A–F, current responses from OHCs of control (Baiap2l2^tm1b/+) and Baiap2l2^tm1b/tm1b mice at the onset of hearing (P12: A–C) and adult mice (P29‐40: D–F). Currents were elicited by using depolarizing and hyperpolarizing voltage steps (10 mV increments) from the holding potential of −84 mV to the various test potentials shown by some of the traces. Note that the a large I _K,n, which is carried by KCNQ4 channels, is present in OHCs at all ages and in both genotypes. Peak current–voltage curves obtained from OHCs of control and Baiap2l2^tm1b/tm1b mice are shown in (B) (P12) and (E) (P29‐40). The size of the isolated I _K,n (Fig. 9 E) was not significantly different between the two genotypes (C: P12: P = 0.4592; F: P29–40: P = 0.1022, t test). The number of IHCs recorded is shown next to the current–voltage traces (B and E) or above each column (C and F). For the single‐data recordings used to calculate the averages shown in (B) and (E), see Supporting information, Data S1. G, maximum intensity projections of confocal z‐stacks taken from the apical cochlear region of control and Baiap2l2^tm1b/tm1b mice at P32 using antibodies against KCNQ4 (red) and prestin (green). Phalloidin (blue) highlights the cuticular plate of the OHCs. Single cell value recordings (open symbols) are also plotted behind the average closed symbols. The number of OHCs investigated is shown above the average data points. The average OHC resting membrane potential (V _m) and membrane capacitance (C _m) were not significantly different between Baiap2l2^tm1b/+ (V _m −73.1 ± 1.6 mV, n = 9; C _m 10.6 ± 0.6 pF, n = 8) and Baiap2l2^tm1b/tm1b mice (V _m −73.7 ± 1.3 mV, n = 6, P = 0.7528; C _m 10.1 ± 0.3 pF, n = 6, P = 0.5449, t test).

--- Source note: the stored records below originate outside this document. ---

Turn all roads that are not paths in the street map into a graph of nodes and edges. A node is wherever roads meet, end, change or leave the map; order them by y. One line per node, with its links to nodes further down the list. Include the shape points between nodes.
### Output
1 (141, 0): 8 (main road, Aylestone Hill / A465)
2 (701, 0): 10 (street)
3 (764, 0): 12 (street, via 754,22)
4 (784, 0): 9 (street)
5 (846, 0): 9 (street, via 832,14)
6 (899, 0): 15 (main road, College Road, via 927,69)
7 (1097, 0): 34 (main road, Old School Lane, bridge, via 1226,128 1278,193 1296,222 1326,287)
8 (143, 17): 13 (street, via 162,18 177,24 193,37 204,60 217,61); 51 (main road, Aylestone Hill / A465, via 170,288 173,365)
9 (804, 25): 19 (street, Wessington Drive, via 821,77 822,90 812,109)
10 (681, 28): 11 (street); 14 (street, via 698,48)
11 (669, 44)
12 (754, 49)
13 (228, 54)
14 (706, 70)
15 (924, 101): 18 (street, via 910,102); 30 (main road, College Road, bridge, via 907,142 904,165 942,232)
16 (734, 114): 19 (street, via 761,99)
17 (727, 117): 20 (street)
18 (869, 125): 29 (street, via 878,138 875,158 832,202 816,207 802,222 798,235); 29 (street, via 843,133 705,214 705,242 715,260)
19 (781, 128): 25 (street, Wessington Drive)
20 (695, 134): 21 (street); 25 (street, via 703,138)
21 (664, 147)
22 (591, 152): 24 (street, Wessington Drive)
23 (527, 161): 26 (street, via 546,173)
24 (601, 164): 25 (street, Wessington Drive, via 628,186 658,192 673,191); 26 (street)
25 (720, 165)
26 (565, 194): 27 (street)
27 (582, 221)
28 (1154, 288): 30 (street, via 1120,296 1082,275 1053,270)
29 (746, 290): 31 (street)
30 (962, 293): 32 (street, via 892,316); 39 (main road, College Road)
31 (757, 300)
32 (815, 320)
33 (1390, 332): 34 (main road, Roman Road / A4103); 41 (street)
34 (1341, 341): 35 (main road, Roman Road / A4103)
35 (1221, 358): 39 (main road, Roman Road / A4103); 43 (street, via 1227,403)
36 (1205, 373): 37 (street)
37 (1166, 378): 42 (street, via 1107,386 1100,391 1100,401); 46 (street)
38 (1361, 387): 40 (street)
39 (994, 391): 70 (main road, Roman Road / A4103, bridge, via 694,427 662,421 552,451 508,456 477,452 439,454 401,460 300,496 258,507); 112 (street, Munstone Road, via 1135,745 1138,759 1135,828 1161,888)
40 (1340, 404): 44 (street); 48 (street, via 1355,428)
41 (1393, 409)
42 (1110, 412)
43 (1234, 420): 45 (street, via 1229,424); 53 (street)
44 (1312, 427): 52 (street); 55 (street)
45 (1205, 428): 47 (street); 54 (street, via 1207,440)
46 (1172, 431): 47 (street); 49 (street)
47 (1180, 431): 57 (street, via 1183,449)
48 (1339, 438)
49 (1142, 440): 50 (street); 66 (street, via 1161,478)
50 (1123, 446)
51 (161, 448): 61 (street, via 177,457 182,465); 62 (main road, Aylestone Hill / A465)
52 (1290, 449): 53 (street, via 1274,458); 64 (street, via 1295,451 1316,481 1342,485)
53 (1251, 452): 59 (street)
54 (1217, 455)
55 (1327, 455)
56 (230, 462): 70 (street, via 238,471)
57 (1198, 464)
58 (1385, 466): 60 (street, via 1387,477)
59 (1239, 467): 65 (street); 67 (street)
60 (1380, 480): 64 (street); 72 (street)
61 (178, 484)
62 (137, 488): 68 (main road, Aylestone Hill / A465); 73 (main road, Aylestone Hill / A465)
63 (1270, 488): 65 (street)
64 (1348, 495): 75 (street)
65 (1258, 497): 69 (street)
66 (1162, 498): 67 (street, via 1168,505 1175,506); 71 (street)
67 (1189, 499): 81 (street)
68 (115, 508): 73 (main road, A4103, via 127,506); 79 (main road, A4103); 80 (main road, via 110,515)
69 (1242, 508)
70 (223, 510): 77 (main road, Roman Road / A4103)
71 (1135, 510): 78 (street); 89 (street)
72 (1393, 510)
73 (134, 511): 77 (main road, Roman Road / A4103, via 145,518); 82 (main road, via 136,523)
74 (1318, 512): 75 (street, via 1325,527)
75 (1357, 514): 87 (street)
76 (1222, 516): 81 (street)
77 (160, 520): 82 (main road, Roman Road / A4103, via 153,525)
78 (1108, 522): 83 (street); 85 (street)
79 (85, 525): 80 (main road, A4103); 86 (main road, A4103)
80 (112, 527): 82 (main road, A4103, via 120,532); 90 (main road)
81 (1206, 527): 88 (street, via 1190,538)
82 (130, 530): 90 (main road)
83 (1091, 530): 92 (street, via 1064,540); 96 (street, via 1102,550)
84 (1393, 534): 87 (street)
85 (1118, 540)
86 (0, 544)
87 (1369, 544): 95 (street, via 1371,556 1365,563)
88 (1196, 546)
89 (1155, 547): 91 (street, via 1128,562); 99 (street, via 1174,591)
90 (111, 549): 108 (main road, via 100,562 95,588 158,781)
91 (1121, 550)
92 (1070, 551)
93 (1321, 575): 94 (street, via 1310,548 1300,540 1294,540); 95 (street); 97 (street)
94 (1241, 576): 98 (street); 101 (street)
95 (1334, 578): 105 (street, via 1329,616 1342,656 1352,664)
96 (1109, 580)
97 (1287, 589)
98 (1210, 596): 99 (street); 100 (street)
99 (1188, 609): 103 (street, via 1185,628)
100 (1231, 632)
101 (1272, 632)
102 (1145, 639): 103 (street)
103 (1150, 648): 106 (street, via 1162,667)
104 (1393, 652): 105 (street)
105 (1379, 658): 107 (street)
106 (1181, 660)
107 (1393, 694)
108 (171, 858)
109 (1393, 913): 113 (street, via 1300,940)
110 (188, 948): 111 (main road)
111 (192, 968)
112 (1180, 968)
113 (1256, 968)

Figure 11. BAIAP2L2 interacts with actin‐associated stereociliary proteins

A, cartoon diagrams showing the GST‐tagged BAIAP2L2 fusion proteins used for the in vitro pull‐down assays (GST tag not included in diagrams). Residue numbering is from the canonical sequence for mouse BAIAP2L2. B, example immunoblot of GST inputs used for pull‐down assays. Detected with rabbit anti‐GST. The predicted molecular weight for each of the constructs is indicated on the right, with the text colour corresponding to the text colour for callout above the appropriate lane. C, immunoblots with His or Myc inputs and eluates containing BAIAP2L2 complexes from in vitro pull‐down assays with BAIAP2L2 fragments to identify interacting proteins. BAIAP2L2 C‐terminal domain interacted with EPS8, EPSNL, CDC42 and RAC1. Immunoblots detected with mouse anti‐His (EPS8, EPS8L1, EPSL2, ESPNL, CDC42 and RAC1) or rabbit anti‐Myc (EZR and RDX). The volume blotted was 1% for inputs and 20% for pull‐down eluates. D, immunoblots with His inputs and eluates containing BAIAP2L2 complexes from in vitro pull‐down assays with truncates of the BAIAP2L2 C‐terminal domain to map BAIAP2L2 binding site. The BAIAP2L2 SH3 domain was found to be necessary for the identified interactions. Detected with mouse anti‐His. For (B) to (D), the volume blotted for input lanes was 1% of the total volume used for the assay, whereas the volume blotted for pull‐down lanes was 20% of the total eluate volume.

Figure 12. BAIAP2L2 targeting to stereocilia tips requires EPS8 and MYO15A

A and B, EPS8 (green) localization in IHCs and OHCs is normal in Baiap2l2^tm1b/tm1b mice at P32. C and D, ESPNL is normally localized at the stereocilia of Baiap2l2^Δ16/Δ16 mice. E and F, BAIAP2L2 is also present at the stereocilia tip of Espnl^−/− mice. G and H, BAIAP2L2 does not localize to stereocilia tips of OHCs (upper) and IHC (lower) in Eps8^−/− mice at P7. I and J, BAIAP2L2 and EPS8 both fail to localize to stereocilia tips in Myo15a^sh2/sh2 mice. Insets of x–z reslices to compare stereocilia profiles and respective localization at row 1 and row 2 tips for EPS8 and BAIAP2L2.